My Talk at Cambridge Last October on “Epidemiological Sleight-of-Hand: The Troubling Case of ‘Medically Unexplained Symptoms’”

By David Tuller, DrPH

I gave a talk at Cambridge University last October called “Epidemiological Sleight-of-Hand: The Troubling Case of ‘Medically Unexplained Symptoms.’” More accurately, I gave the same talk on two successive days—October 18th and 19th–because of video malfunctions on the first day. I thought I’d written a post about it, but when I searched recently, I couldn’t find one. So here it is, belatedly.

I was invited to Cambridge by Freya Jephcott, an epidemiologist and medical anthropologist who runs a project called Hidden Epidemics at the Centre for the Study of Existential Risk (CSER). (I hadn’t heard of it, either.) CSER describes itself as “an interdisciplinary research centre within the University of Cambridge dedicated to the study and mitigation of existential risks.” Judging from its website, there seem to be a lot of existential risks to worry about at the moment.

Dr Jephcott’s project focuses on how epidemiology can be used—or, more accurately, abused–to obscure essential realities. A telling example is how early case definitions of AIDS excluded traits of the illness that were more characteristic in women, a situation that led to under-diagnosis and poor access to appropriate care. Dr Jephcott is also an expert in the assessment and management of disease outbreaks in low-resource settings.

My talk was supposed to be open to the public. However, rates of COVID-19 were rising in the area last October, so we went virtual instead. That was the right decision. But engaging with an in-person audience is always more, well, engaging than talking into a camera and responding to faces on a screen, so it was a bit of a disappointment. Nevertheless, I really enjoyed giving the talk—or both talks, I guess.
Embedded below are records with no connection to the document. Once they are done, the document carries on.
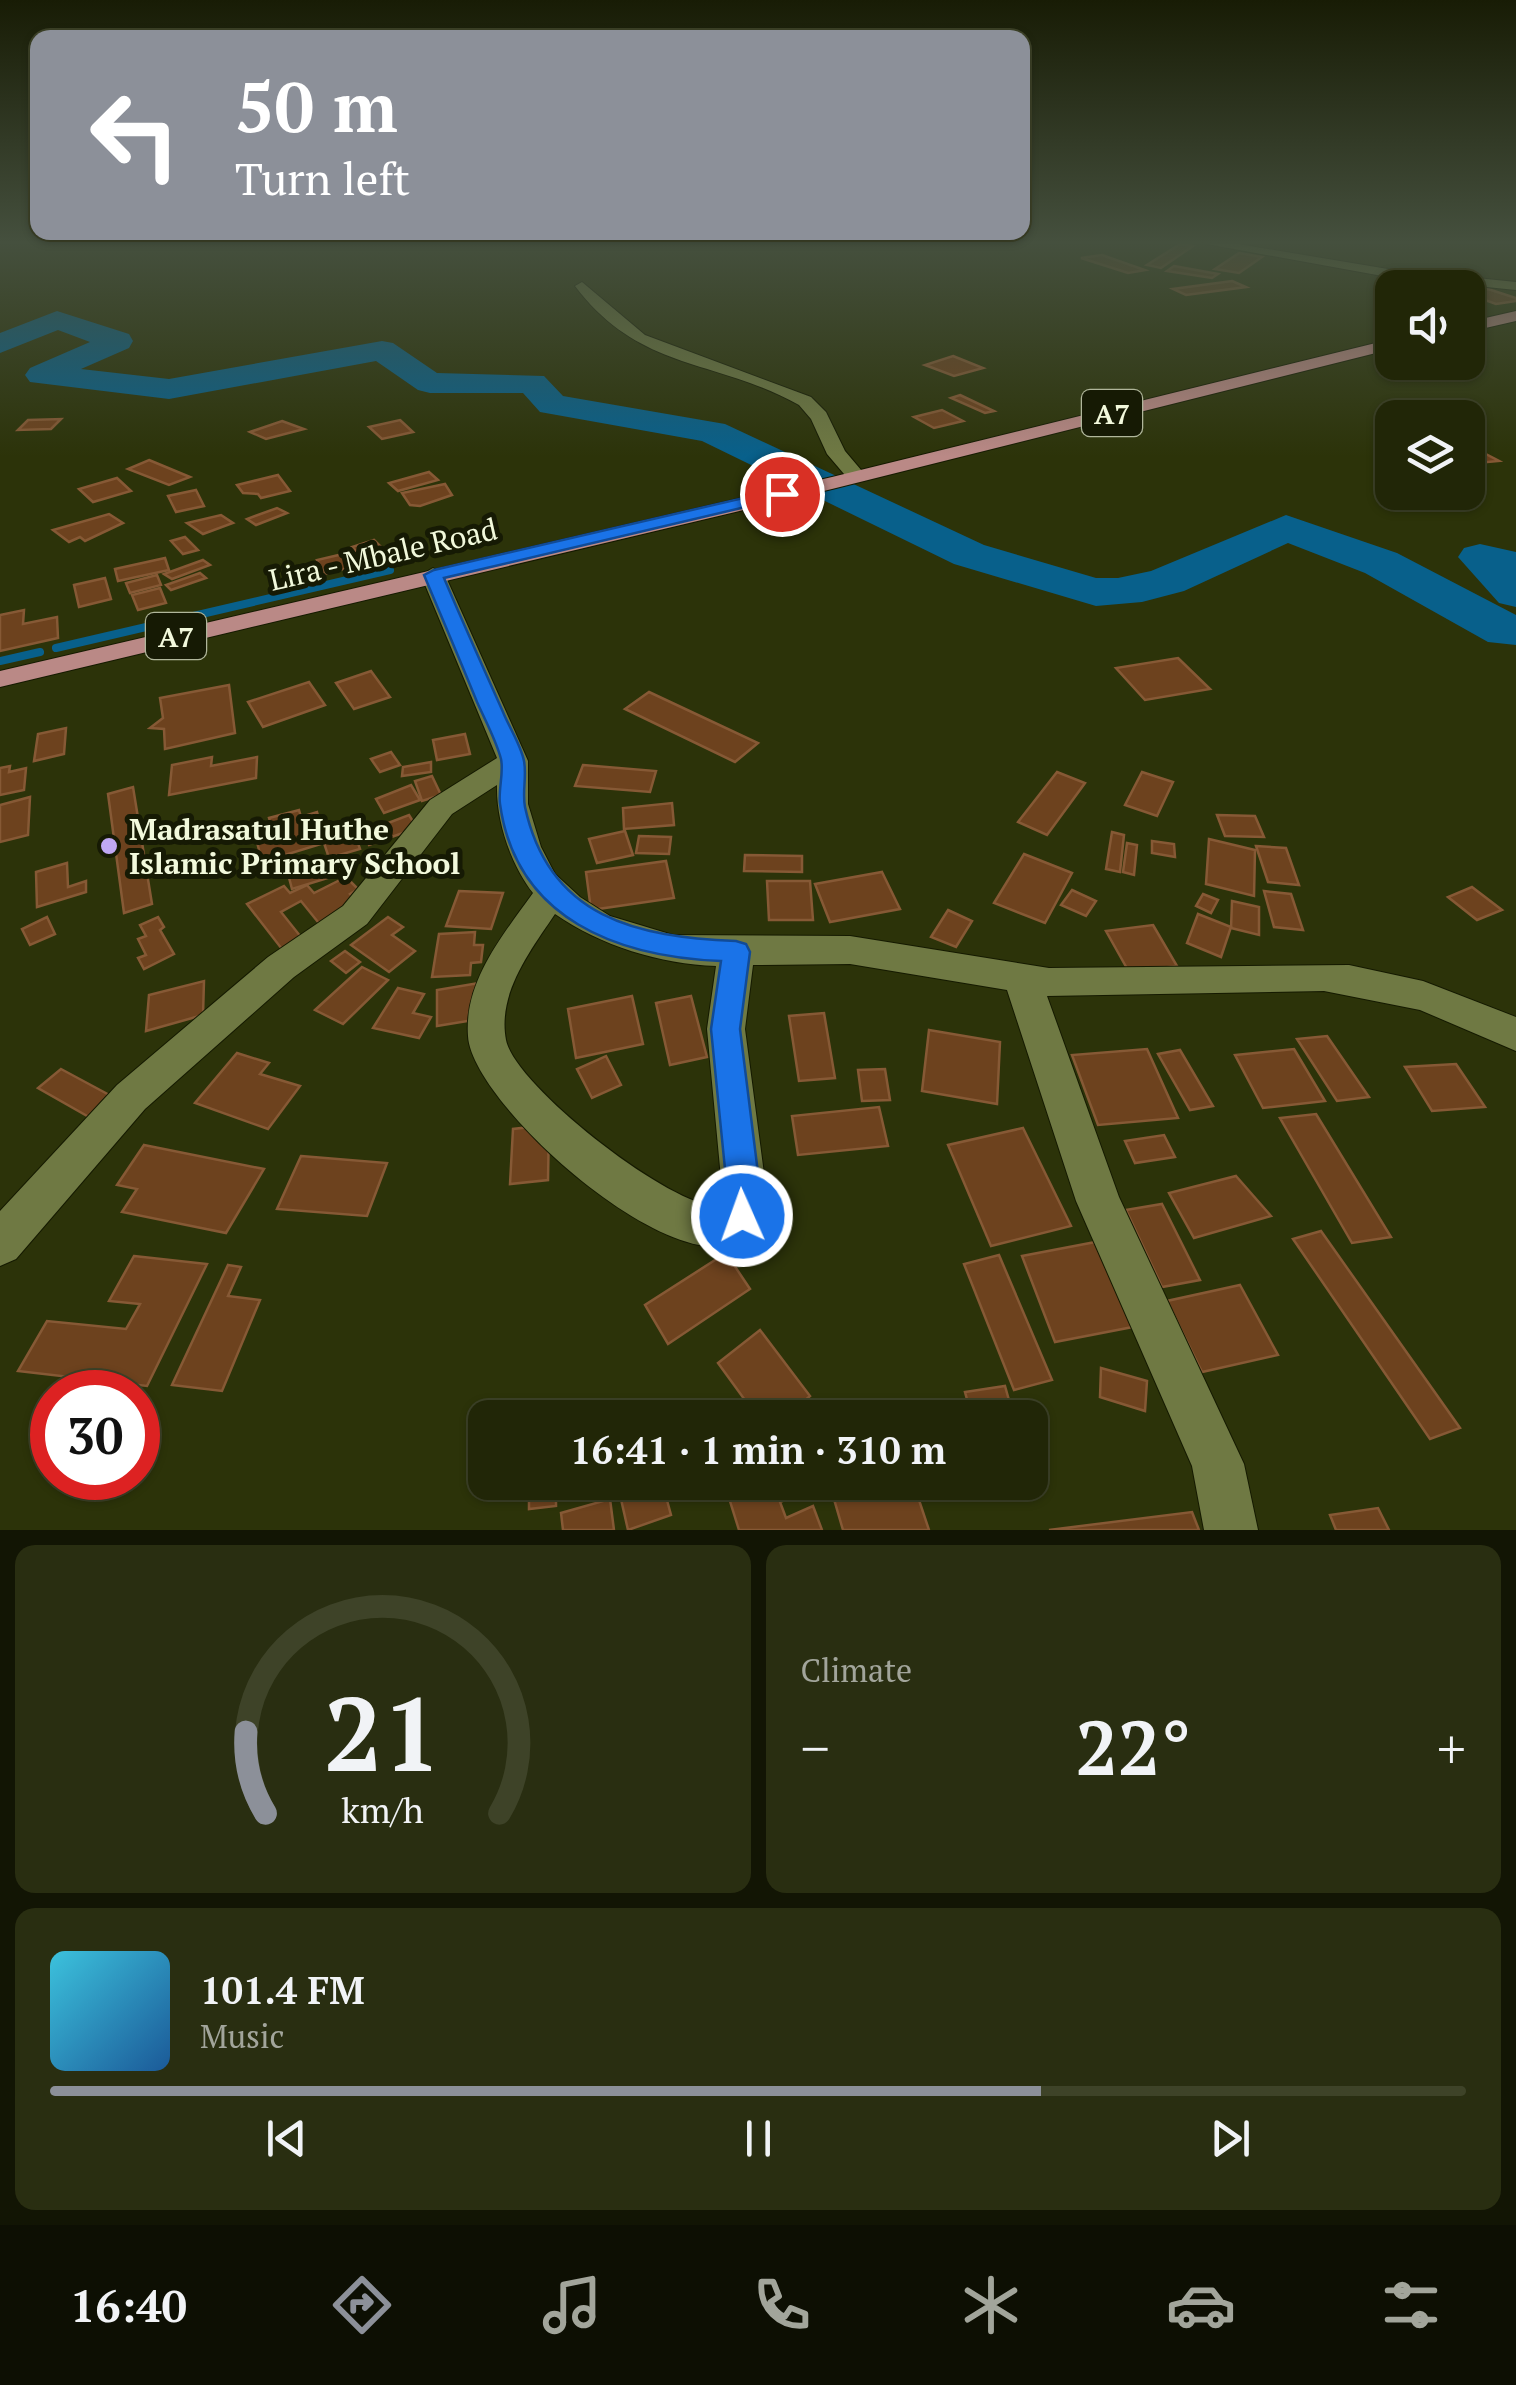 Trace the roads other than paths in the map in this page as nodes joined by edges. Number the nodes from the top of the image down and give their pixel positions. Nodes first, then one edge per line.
1 (606, 314) edge
2 (1516, 316) edge
3 (1485, 323) edge
4 (1375, 348) edge
5 (857, 477) junction
6 (434, 575) junction
7 (0, 679) edge
8 (513, 761) junction
9 (553, 891) junction
10 (736, 952) junction
11 (1021, 974) junction
12 (1516, 1035) edge
13 (0, 1244) edge
14 (1232, 1530) edge

1 - 5 street
2 - 3 main road
4 - 5 main road, A7
5 - 6 main road, Lira - Mbale Road / A7
6 - 7 main road, Lira - Mbale Road / A7
6 - 8 street
8 - 9 street
8 - 13 street
9 - 10 street
9 - 10 street
10 - 11 street
11 - 12 street
11 - 14 street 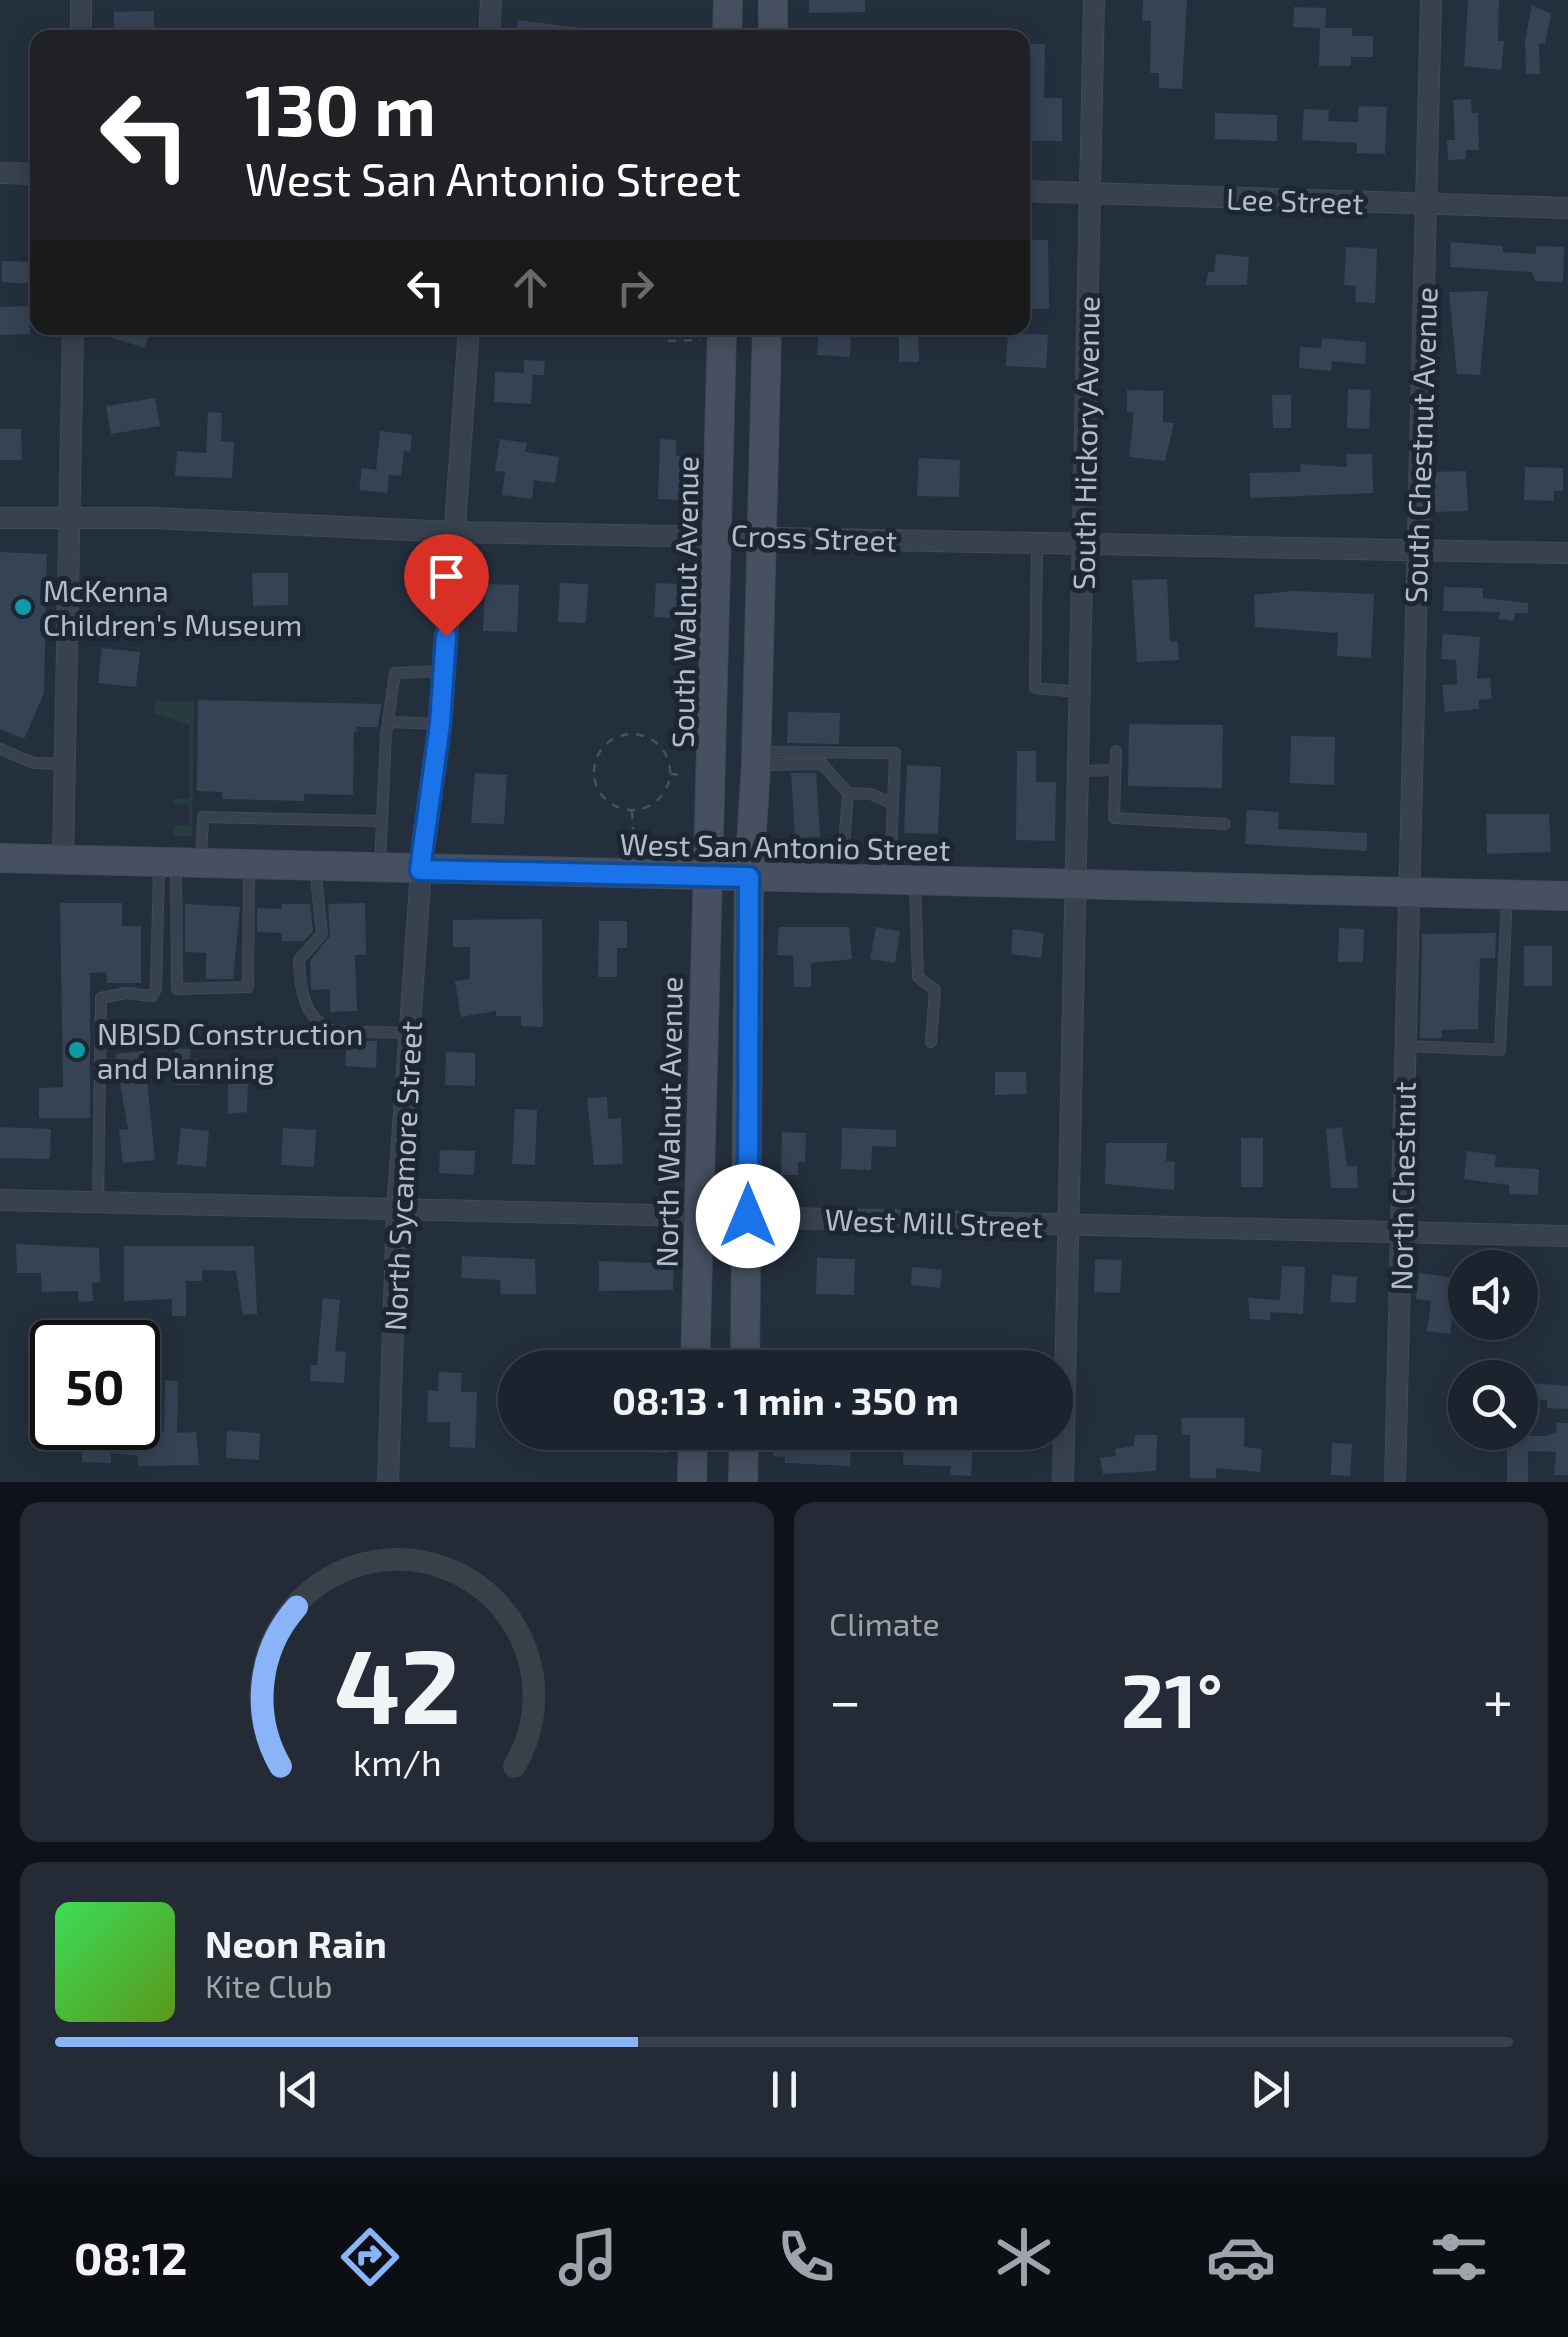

The phrase “medically unexplained symptoms,” or MUS, was favored by years by the CBT/GET ideological brigades and their fellow travelers to describe presentations for which the pathophysiological etiology was unknown. It seems more recently to have lost ground to the term “functional,” which as far as I can tell means essentially the same thing. “Psychosomatic” and “psychogenic” also describe the same group or groups of patients, but these words similarly appear to be less popular among experts in the field than in the past. During much of the 20th century and into this one, many or most of these types of cases would have been identified as “hysteria” or “conversion disorder.”

Whatever these conditions are called, it has been my observation that investigators who focus on psycho-behavioral treatments for them routinely adopt highly problematic and sometimes even fraudulent practices in their clinical trials and epidemiological research. My talk at Cambridge was an effort to categorize some of these practices and provide key examples of each. The flaws I discuss generally lead to results that distort and misrepresent the true nature of what is happening with patients.

In other words, treatment recommendations or clinical guidelines should definitely not be based on the reported findings from these studies. Their best use is as pedagogical tools on how not to conduct research. In fact, my epidemiology colleagues at Berkeley have found the discredited PACE trial—in which participants could be seriously disabled and “recovered” on key variables simultaneously–to be an extremely effective teaching aid in graduate seminars.